Source data:
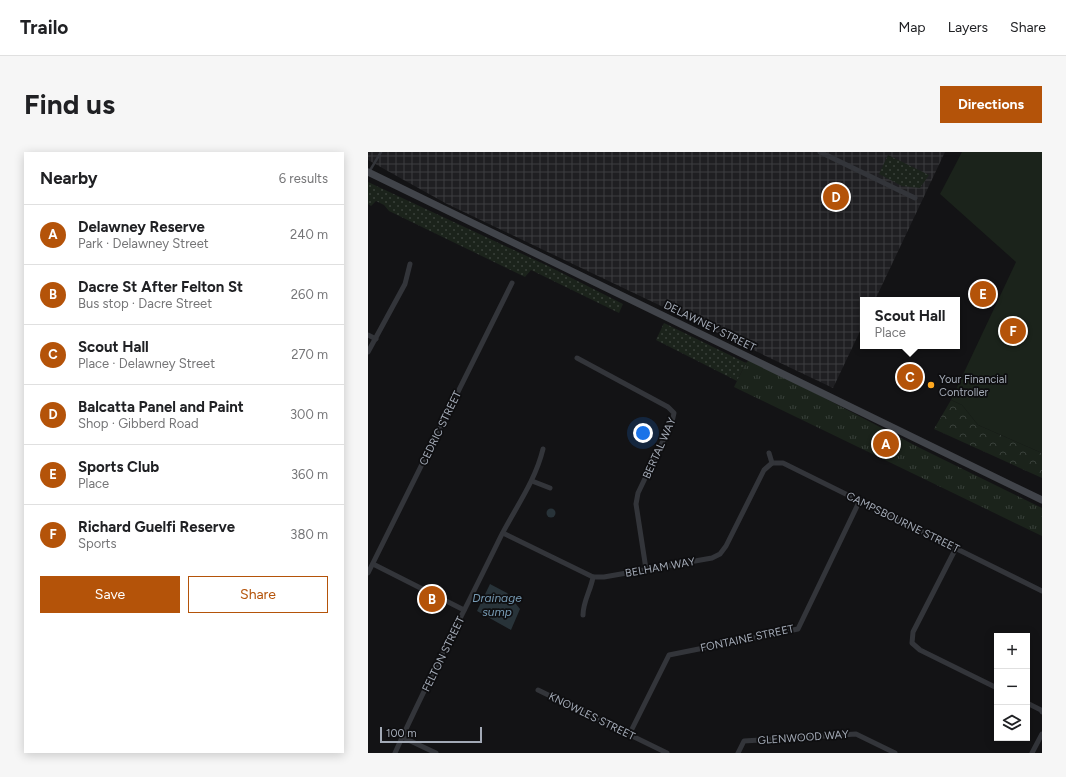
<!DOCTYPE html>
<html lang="en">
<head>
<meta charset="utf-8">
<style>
  body { margin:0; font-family:Figtree,sans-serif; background:#f6f6f6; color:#202124 }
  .controls { position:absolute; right:12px; bottom:12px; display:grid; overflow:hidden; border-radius:0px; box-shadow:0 2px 10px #0003 }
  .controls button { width:36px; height:36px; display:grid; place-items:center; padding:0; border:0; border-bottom:1px solid #e0e0e0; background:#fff; color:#202124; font:20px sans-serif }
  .scale { position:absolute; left:12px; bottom:10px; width:102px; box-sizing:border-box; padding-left:4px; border:2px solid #a3aab6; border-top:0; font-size:11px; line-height:14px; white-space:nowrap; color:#a3aab6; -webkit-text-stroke:3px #0e0e10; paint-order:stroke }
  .you { position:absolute; left:275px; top:281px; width:14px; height:14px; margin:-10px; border:3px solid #fff; border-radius:50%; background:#1a73e8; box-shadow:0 0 0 6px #1a73e833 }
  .badge { display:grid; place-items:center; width:26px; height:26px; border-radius:50%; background:#b45309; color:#fff; font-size:13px; font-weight:700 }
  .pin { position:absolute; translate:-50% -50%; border:2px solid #fff; box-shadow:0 1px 4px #0006 }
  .popup { position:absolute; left:492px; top:145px; width:100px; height:52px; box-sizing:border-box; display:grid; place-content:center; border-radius:0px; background:#fff; filter:drop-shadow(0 1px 3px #0005); font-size:13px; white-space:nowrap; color:#757577 }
  .popup b { font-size:15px; color:#202124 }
  .popup::after { content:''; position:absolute; left:50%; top:100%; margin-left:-8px; border:8px solid transparent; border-top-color:#fff }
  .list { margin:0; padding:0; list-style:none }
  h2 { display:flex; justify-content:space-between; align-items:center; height:52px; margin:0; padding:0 16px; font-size:17px }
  h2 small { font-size:13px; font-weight:400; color:#757577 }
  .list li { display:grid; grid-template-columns:26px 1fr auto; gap:12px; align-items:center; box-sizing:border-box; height:60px; padding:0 16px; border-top:1px solid #e0e0e0 }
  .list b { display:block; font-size:15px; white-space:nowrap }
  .list p { margin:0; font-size:13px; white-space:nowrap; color:#757577 }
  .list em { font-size:13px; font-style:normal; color:#757577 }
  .actions { display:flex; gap:8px; padding:12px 16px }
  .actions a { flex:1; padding:9px 0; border:1px solid #b45309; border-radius:0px; text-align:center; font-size:14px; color:#b45309 }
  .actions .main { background:#b45309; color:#fff }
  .icon { flex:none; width:22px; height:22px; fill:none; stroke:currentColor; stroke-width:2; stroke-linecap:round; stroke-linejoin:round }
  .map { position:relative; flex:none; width:674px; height:601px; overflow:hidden; border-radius:0px }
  header { display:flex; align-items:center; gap:24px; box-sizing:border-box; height:56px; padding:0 20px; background:#fff; border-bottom:1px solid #e0e0e0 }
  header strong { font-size:19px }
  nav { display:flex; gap:22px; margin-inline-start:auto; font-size:14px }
  .intro { display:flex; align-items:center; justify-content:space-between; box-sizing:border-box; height:96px; padding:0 24px }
  h1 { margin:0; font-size:28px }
  .button { padding:10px 18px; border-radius:0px; background:#b45309; color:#fff; font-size:14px; font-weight:700 }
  main { display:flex; gap:24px; padding:0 24px }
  aside { flex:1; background:#fff; border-radius:0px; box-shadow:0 2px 10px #0003 }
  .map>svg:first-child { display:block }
</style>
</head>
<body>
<header>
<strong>Trailo</strong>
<nav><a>Map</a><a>Layers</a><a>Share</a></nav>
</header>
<div class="intro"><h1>Find us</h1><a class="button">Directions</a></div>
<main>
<aside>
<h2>Nearby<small>6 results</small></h2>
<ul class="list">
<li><span class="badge">A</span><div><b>Delawney Reserve</b><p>Park · Delawney Street</p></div><em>240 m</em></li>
<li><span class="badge">B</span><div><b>Dacre St After Felton St</b><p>Bus stop · Dacre Street</p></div><em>260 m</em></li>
<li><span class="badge">C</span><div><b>Scout Hall</b><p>Place · Delawney Street</p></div><em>270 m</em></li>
<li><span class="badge">D</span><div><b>Balcatta Panel and Paint</b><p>Shop · Gibberd Road</p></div><em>300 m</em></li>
<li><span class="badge">E</span><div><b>Sports Club</b><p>Place</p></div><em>360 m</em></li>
<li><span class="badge">F</span><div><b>Richard Guelfi Reserve</b><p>Sports</p></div><em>380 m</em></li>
</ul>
<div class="actions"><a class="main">Save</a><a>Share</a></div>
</aside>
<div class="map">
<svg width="674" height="601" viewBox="0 0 674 601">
  <defs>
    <pattern id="industrial-grid" width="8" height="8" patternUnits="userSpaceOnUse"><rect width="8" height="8" fill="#1f1f22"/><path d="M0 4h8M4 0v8" fill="none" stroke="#3c3d40"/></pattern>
    <pattern id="grass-dots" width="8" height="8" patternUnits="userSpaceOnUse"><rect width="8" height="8" fill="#1b231b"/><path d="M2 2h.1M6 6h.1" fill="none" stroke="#39403a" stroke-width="1.8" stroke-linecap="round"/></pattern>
    <pattern id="forest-crowns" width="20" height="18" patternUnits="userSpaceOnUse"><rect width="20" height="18" fill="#1b231b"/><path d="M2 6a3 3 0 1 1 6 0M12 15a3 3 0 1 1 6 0" fill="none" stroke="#39403a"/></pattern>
    <pattern id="park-tufts" width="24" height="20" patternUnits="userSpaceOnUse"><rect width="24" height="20" fill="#1b231b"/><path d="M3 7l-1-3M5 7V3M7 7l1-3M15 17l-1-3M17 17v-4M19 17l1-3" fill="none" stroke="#39403a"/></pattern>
  </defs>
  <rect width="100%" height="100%" fill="#131315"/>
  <polygon fill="url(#industrial-grid)" points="0,0 577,0 507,148 495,148 495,173 465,236 79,52 0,8"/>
  <g fill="url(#grass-dots)">
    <polygon points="520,3 561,23 552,36 534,34 511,22"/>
    <polygon points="0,30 178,113 255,152 251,161 163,118 157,125 21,59 16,53 8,49 3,54 0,52"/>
    <polygon points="296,171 378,211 369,229 288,188"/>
  </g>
  <polygon fill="url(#forest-crowns)" points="583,248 594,253 610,273 674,301 674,326 566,277"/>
  <polygon fill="url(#park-tufts)" points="382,207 552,296 674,356 674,384 366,235 378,211"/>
  <polygon fill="#1b231b" points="594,0 674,0 674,301 610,273 594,253 583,248 648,110 572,42"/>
  <g fill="#283339">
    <circle cx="183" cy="361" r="4.5"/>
    <polygon points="122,432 139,441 152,457 143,478 109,459"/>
  </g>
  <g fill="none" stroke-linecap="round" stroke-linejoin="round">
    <polyline stroke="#33353a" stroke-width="2.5" points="1,20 13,0"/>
    <g stroke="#33353a" stroke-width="5">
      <polyline points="452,0 547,46"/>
      <polyline points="0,183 8,187"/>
      <polyline points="0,200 37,132 42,112"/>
      <polyline points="209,206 300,255 306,261 304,270 270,341 268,352 278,417"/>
      <polyline points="401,301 404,311 415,311 674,439"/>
      <polyline points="164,329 182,336"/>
      <polyline points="135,381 225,425 236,425 344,406 352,402 358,394 396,318 404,311"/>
      <polyline points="588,396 545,480 544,491 552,498 629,536"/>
      <polyline points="5,412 96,458"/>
      <polyline points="0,421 144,131"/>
      <path d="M215 463C215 449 223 438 225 425"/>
      <polyline points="170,538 299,601"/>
      <polyline points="659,551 673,558 674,560"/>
      <polyline points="261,583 301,503 430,477 492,348"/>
      <polyline points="34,585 68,601"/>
      <path d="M27 601C60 528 97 458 132 386 147 356 167 330 175 297"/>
      <polyline points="370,601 376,589 488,582 527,601"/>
      <polyline points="664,601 674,582"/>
    </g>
    <polyline stroke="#41444a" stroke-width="7" points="0,20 674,348"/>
  </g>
  <circle fill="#ffa820" stroke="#0e0e10" stroke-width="1.5" cx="563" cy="233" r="4"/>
  <g text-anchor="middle" stroke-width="3.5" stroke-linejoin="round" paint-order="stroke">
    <g font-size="11" fill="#a3aab6" stroke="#0e0e10">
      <text transform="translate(342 174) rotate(26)" y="4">DELAWNEY STREET</text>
      <text transform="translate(72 276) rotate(-64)" y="4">CEDRIC STREET</text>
      <text transform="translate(291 296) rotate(-66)" y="4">BERTAL WAY</text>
      <text transform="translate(535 370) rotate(26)" y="4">CAMPSBOURNE STREET</text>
      <text transform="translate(292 415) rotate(-10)" y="4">BELHAM WAY</text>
      <text transform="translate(379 486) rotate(-12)" y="4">FONTAINE STREET</text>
      <text transform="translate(75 502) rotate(-64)" y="4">FELTON STREET</text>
      <text transform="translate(224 564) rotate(26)" y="4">KNOWLES STREET</text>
      <text transform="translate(435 585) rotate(-4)" y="4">GLENWOOD WAY</text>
    </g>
    <g font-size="11" fill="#a3aab6" stroke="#0e0e10" text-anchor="start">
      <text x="571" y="231">Your Financial<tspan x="571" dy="13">Controller</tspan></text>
    </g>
    <g font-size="12" font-style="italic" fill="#779bb4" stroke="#0e0e10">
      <text x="129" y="450">Drainage<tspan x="129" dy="14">sump</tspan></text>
    </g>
  </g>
</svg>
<div class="controls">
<button>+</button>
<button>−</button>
<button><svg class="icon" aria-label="layers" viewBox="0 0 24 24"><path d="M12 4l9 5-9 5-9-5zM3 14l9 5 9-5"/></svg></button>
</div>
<div class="scale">100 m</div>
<div class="you"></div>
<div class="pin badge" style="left:518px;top:292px">A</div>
<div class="pin badge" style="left:64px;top:447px">B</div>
<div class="pin badge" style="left:542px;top:225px">C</div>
<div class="popup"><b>Scout Hall</b>Place</div>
<div class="pin badge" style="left:468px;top:45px">D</div>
<div class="pin badge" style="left:615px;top:142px">E</div>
<div class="pin badge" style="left:645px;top:179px">F</div>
</div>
</main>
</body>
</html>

Activity: Copy each line above that contains the string "scale".

Reply:
  .scale { position:absolute; left:12px; bottom:10px; width:102px; box-sizing:border-box; padding-left:4px; border:2px solid #a3aab6; border-top:0; font-size:11px; line-height:14px; white-space:nowrap; color:#a3aab6; -webkit-text-stroke:3px #0e0e10; paint-order:stroke }
<div class="scale">100 m</div>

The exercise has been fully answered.